Exercise: Where the string "Pirker" occurs in a line of the data below, that line should be copied.

Supplied records:
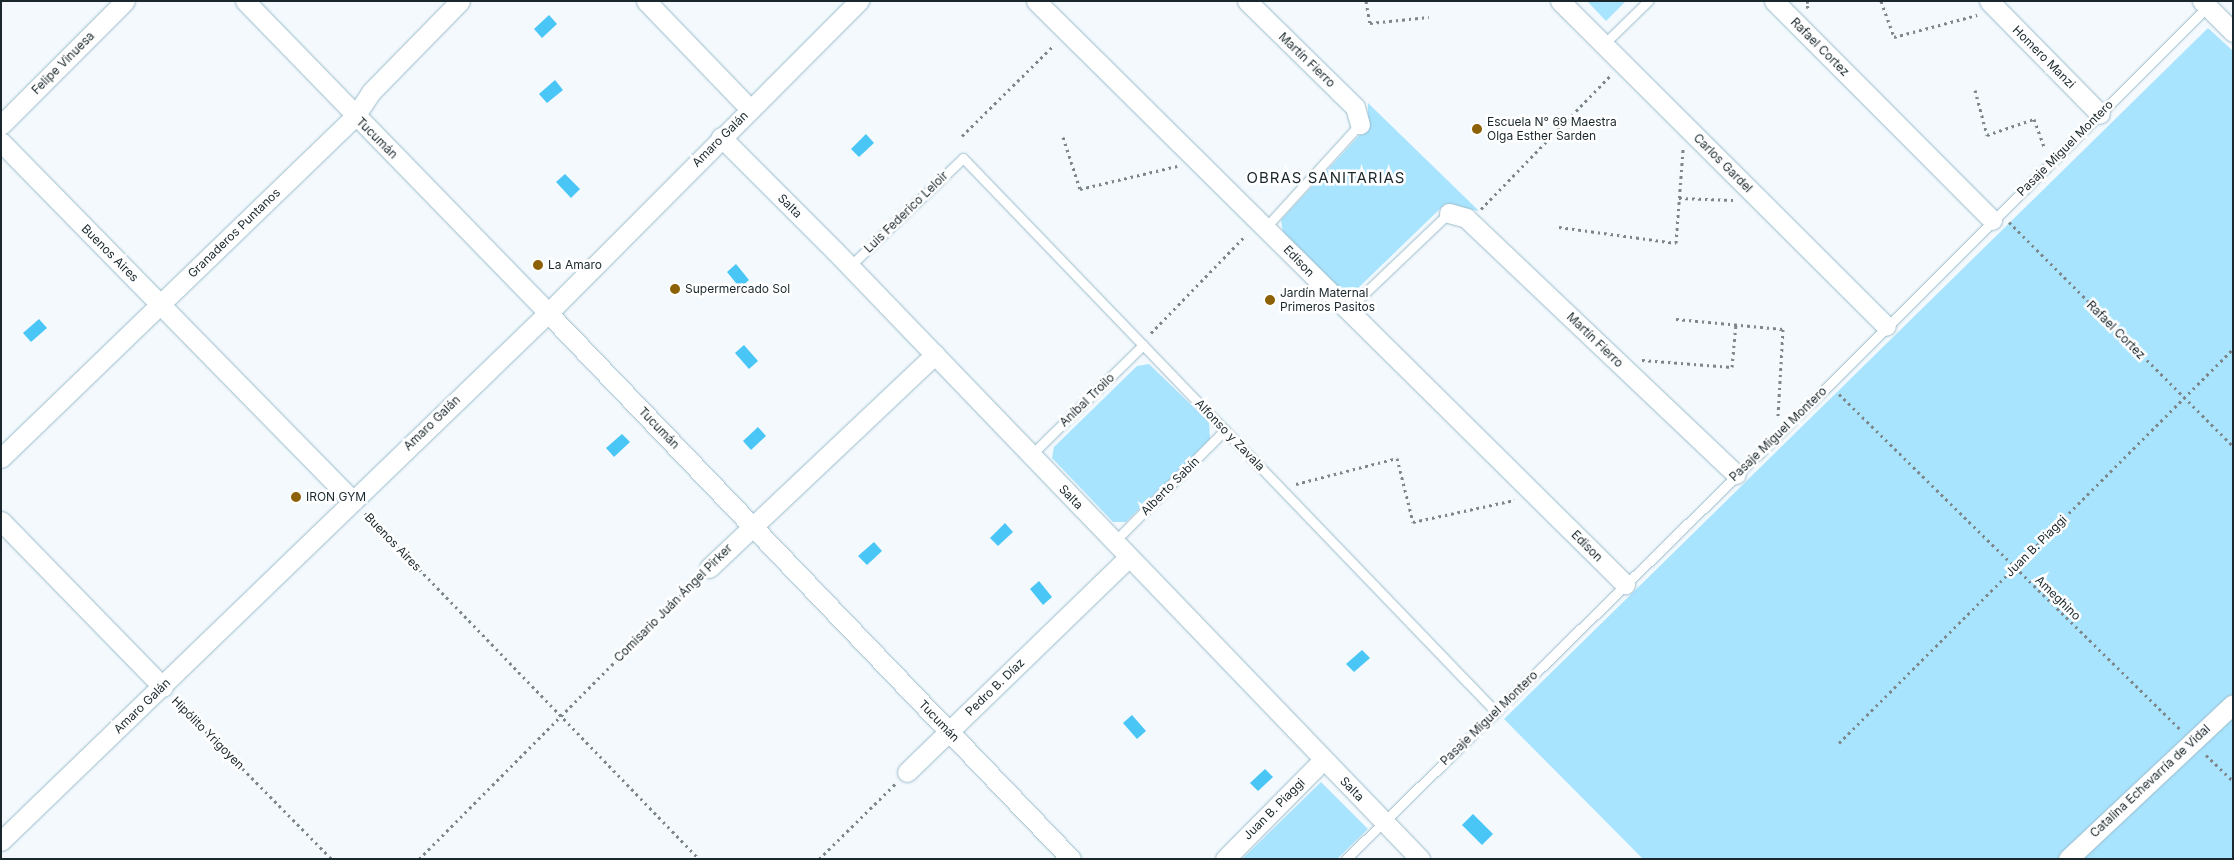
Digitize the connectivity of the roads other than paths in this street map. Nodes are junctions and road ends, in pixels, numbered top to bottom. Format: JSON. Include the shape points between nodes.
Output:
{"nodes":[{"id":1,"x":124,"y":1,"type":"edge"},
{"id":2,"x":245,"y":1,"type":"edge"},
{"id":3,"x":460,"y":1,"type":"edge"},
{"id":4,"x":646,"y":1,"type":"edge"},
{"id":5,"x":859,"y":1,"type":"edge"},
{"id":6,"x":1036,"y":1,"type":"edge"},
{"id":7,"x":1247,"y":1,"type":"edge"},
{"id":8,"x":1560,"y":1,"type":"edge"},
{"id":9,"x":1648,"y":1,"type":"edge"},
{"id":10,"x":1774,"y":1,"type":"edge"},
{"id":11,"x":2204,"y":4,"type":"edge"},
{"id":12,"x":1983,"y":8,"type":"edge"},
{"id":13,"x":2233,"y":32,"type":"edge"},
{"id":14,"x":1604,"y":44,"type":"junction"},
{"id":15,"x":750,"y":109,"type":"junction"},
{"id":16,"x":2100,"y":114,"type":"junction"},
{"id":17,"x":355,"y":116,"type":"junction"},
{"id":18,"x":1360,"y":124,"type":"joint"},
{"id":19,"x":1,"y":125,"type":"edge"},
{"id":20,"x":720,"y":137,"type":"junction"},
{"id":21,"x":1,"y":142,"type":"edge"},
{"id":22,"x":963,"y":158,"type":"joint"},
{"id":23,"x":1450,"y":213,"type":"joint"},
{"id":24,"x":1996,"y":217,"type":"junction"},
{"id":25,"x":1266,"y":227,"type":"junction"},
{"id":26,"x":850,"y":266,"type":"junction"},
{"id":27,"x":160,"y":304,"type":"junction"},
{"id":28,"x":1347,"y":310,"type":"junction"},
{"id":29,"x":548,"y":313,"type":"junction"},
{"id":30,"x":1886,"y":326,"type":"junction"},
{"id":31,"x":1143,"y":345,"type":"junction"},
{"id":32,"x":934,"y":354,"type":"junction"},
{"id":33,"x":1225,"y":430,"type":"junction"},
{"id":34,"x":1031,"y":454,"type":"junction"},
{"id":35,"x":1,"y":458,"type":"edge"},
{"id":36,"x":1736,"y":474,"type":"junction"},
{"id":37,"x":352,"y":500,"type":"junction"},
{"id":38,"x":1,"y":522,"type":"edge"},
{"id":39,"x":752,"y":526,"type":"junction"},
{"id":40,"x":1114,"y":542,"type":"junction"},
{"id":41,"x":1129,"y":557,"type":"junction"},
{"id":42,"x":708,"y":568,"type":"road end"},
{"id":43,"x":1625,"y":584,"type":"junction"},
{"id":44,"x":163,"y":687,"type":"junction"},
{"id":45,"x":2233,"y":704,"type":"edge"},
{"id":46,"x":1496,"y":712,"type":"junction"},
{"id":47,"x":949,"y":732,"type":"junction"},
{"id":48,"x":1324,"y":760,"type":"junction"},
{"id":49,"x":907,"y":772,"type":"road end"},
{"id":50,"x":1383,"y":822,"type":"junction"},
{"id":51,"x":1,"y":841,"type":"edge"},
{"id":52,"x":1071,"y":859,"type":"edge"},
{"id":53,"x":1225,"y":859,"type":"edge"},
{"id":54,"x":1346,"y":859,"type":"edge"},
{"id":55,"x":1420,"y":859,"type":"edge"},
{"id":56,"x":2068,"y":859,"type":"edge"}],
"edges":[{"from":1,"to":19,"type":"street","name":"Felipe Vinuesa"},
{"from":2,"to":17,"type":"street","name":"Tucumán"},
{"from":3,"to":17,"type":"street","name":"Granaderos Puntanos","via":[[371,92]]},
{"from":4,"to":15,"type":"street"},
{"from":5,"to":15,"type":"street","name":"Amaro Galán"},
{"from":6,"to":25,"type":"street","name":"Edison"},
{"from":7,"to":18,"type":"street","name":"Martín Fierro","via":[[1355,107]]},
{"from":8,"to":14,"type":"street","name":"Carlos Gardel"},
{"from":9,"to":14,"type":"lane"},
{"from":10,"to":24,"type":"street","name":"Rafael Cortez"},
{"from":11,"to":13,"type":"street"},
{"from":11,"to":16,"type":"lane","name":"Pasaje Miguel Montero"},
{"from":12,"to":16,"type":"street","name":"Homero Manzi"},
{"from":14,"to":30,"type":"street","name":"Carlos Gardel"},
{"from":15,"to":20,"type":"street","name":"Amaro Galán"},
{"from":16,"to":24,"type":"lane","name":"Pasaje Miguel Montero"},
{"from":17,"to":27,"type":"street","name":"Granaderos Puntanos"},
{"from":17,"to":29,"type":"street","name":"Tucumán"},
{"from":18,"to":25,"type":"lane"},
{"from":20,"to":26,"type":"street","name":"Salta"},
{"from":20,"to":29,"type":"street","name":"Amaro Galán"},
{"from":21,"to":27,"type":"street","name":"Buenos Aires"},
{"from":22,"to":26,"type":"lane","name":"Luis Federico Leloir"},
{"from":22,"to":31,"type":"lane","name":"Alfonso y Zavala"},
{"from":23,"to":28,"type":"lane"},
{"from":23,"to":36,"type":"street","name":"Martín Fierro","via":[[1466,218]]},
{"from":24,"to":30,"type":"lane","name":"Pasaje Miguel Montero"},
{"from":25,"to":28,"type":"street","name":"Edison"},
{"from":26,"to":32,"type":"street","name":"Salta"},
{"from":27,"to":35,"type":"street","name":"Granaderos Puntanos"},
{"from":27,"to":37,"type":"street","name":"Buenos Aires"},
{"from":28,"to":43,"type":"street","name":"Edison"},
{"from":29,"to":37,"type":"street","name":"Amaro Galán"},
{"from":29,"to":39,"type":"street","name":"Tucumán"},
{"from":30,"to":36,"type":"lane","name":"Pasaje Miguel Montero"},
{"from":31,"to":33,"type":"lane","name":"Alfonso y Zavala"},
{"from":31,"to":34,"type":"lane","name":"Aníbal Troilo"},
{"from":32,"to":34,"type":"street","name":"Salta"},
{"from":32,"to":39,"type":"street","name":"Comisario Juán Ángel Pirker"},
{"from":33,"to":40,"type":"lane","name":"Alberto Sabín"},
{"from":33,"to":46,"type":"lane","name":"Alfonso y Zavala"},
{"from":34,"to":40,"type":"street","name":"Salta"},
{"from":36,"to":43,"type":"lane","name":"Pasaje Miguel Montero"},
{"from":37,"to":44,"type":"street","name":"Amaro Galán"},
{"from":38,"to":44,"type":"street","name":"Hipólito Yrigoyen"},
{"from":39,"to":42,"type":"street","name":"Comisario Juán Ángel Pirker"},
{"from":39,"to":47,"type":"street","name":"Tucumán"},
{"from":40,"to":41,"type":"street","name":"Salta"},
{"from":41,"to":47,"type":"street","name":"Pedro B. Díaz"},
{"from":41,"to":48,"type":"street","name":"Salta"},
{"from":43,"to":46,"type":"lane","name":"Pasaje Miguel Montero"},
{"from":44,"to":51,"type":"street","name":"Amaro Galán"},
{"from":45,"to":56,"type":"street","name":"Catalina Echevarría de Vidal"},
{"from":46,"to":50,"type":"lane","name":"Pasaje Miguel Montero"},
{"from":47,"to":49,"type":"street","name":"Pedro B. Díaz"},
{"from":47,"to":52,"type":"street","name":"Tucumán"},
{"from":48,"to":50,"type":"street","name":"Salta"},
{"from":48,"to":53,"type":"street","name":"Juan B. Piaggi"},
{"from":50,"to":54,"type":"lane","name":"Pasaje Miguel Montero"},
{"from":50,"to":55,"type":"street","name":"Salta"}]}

Task output:
{"from":32,"to":39,"type":"street","name":"Comisario Juán Ángel Pirker"},
{"from":39,"to":42,"type":"street","name":"Comisario Juán Ángel Pirker"},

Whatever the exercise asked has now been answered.